Ok, let's be more precise. It's a dumb idea trying to trademark a sound when that sound is a result of a common engineering choice that multiple other companies are using.

It's still on brand.
posted by happyinmotion at 9:05 PM on June 23, 2022


The core problem here is the idea that the sound belongs to Harley because they spent so much effort and money creating it. The truth is the sound that already existed, because that's how v-twin engines sound, more or less.

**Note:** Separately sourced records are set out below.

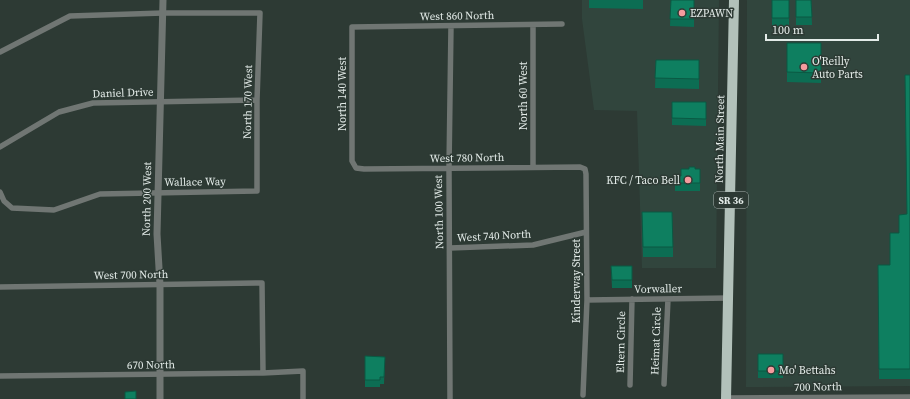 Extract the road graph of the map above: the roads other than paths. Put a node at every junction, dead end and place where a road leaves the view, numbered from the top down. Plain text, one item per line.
1 (163, 0) edge
2 (734, 0) edge
3 (163, 13) junction
4 (533, 24) junction
5 (562, 24) dead end
6 (451, 26) junction
7 (352, 27) joint
8 (0, 52) edge
9 (257, 100) junction
10 (161, 102) junction
11 (0, 147) edge
12 (352, 161) joint
13 (532, 167) junction
14 (449, 168) junction
15 (585, 168) joint
16 (257, 191) joint
17 (0, 192) edge
18 (158, 193) junction
19 (586, 232) junction
20 (450, 248) junction
21 (160, 285) junction
22 (0, 287) edge
23 (729, 298) junction
24 (632, 299) junction
25 (668, 299) junction
26 (587, 300) junction
27 (263, 373) junction
28 (160, 375) junction
29 (0, 376) edge
30 (664, 384) dead end
31 (630, 385) dead end
32 (583, 395) dead end
33 (910, 397) edge
34 (866, 398) edge
35 (160, 399) edge
36 (303, 399) edge
37 (450, 399) edge
38 (726, 399) edge

1 - 3 street, North 200 West
2 - 23 highway, North Main Street / SR 36
3 - 8 street
3 - 9 street, North 170 West
3 - 10 street, North 200 West
4 - 5 street, West 860 North
4 - 6 street, West 860 North
4 - 13 street, North 60 West
6 - 7 street, West 860 North
6 - 14 street, North 100 West
7 - 12 street, North 140 West
9 - 10 street, Daniel Drive
9 - 16 street, North 170 West
10 - 11 street, Daniel Drive
10 - 18 street, North 200 West
12 - 14 street, West 780 North
13 - 14 street, West 780 North
13 - 15 street, West 780 North
14 - 20 street, North 100 West
15 - 19 street, Kinderway Street
16 - 18 street, Wallace Way
17 - 18 street, Wallace Way
18 - 21 street, North 200 West
19 - 20 street, West 740 North
19 - 26 street, Kinderway Street
20 - 37 street, North 100 West
21 - 22 street, West 700 North
21 - 27 street, West 700 North
21 - 28 street, North 200 West
23 - 25 street, Vorwaller
23 - 38 highway, North Main Street / SR 36
24 - 25 street, Vorwaller
24 - 26 street, Vorwaller
24 - 31 street, Eltern Circle
25 - 30 street, Heimat Circle
26 - 32 street, Kinderway Street
27 - 28 street, 670 North
27 - 36 street, 670 North
28 - 29 street, 670 North
28 - 35 street, North 200 West
33 - 34 street, 700 North
34 - 38 street, 700 North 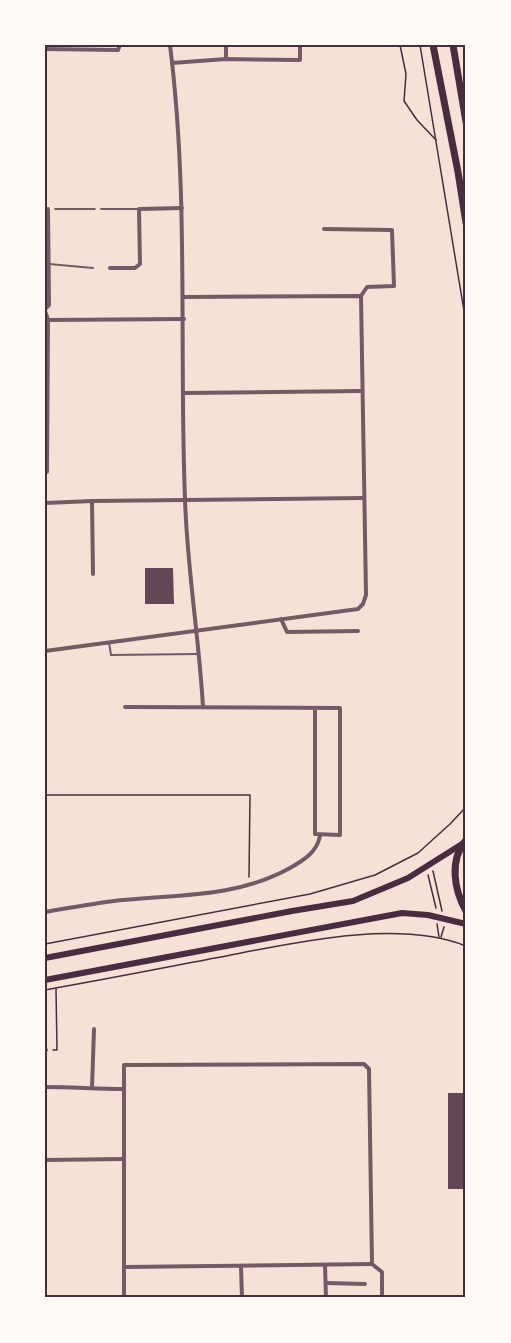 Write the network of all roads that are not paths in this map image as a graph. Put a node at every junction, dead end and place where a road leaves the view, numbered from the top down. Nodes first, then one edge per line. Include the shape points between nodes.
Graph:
1 (45, 45) edge
2 (120, 45) edge
3 (170, 45) edge
4 (226, 45) edge
5 (300, 45) edge
6 (433, 45) edge
7 (453, 45) edge
8 (45, 50) edge
9 (226, 59) junction
10 (172, 63) junction
11 (466, 122) edge
12 (182, 208) junction
13 (48, 209) road end
14 (101, 209) road end
15 (139, 209) junction
16 (466, 223) edge
17 (324, 229) dead end
18 (49, 264) junction
19 (93, 268) dead end
20 (110, 268) dead end
21 (361, 296) junction
22 (183, 297) junction
23 (45, 310) edge
24 (184, 319) junction
25 (48, 320) junction
26 (362, 391) junction
27 (184, 393) junction
28 (47, 472) dead end
29 (364, 498) junction
30 (185, 500) junction
31 (92, 501) junction
32 (45, 503) edge
33 (93, 574) dead end
34 (281, 619) junction
35 (195, 631) junction
36 (358, 631) dead end
37 (109, 642) junction
38 (45, 651) edge
39 (200, 654) junction
40 (203, 706) junction
41 (124, 707) dead end
42 (315, 708) junction
43 (320, 836) junction
44 (464, 842) edge
45 (466, 911) edge
46 (45, 912) edge
47 (466, 924) edge
48 (45, 958) edge
49 (45, 980) edge
50 (94, 1029) dead end
51 (45, 1087) edge
52 (92, 1088) junction
53 (124, 1089) junction
54 (124, 1159) junction
55 (45, 1160) edge
56 (372, 1264) junction
57 (325, 1265) junction
58 (242, 1266) junction
59 (124, 1267) junction
60 (326, 1283) junction
61 (364, 1284) dead end
62 (124, 1298) edge
63 (242, 1298) edge
64 (326, 1298) edge
65 (382, 1298) edge

1 - 8 street
2 - 8 street via 118,50
3 - 10 street
4 - 9 street
5 - 9 street via 300,60
6 - 16 highway
7 - 11 highway
9 - 10 street
10 - 12 street
12 - 15 street
12 - 22 street
13 - 18 street
14 - 15 lane
15 - 20 street via 140,264 135,268
17 - 21 street via 392,230 394,286 367,287
18 - 19 lane
18 - 23 street via 49,305
21 - 22 street
21 - 26 street
22 - 24 street
23 - 25 street
24 - 25 street
24 - 27 street
25 - 28 street
26 - 27 street
26 - 29 street
27 - 30 street
29 - 30 street
29 - 34 street via 363,604 358,609
30 - 31 street
30 - 35 street
31 - 32 street
31 - 33 street
34 - 35 street
34 - 36 street via 287,632
35 - 37 street
35 - 39 street
37 - 38 street
37 - 39 lane via 111,655
39 - 40 street
40 - 41 street
40 - 42 street
42 - 43 street via 315,834
42 - 43 street via 340,708 340,835
43 - 46 street via 316,848 296,865 242,887
44 - 45 highway via 455,883
44 - 48 main road via 408,878 353,901
47 - 49 main road via 402,913
50 - 52 street
51 - 52 street
52 - 53 street
53 - 54 street
53 - 56 street via 124,1065 364,1064 369,1069
54 - 55 street
54 - 59 street
56 - 57 street
56 - 65 street via 382,1272
57 - 58 street
57 - 60 street
58 - 59 street
58 - 63 street
59 - 62 street
60 - 61 street
60 - 64 street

Harley is a huge marketing success story - their bikes are slow, have poor handling and are woefully uncomfortable and inefficient. But people love them because they've been the most successful at pushing the easy rider lifestyle that, apparently, just magically comes to you when you own a loud motorbike. Well, unless you own a Ducati that, as previously pointed out, has a distinctive sound different to a Harley because that's what a tough, high-performance V-Twin sounds like as opposed to a low-revving agricultural V-Twin.
posted by dg at 5:30 PM on June 27, 2022


Damn! Some serious Harley hatred here; I won’t take it personally and flame out though. But if you live near me I will drive by your house late at night on my 1994 FLSTF with straight pipes and rev the shit out of my engine. Of course, late night at my age is about 8:30-9:00 PM, so I might get your attention in time to see one of the really cool sunsets we’ve had here lately.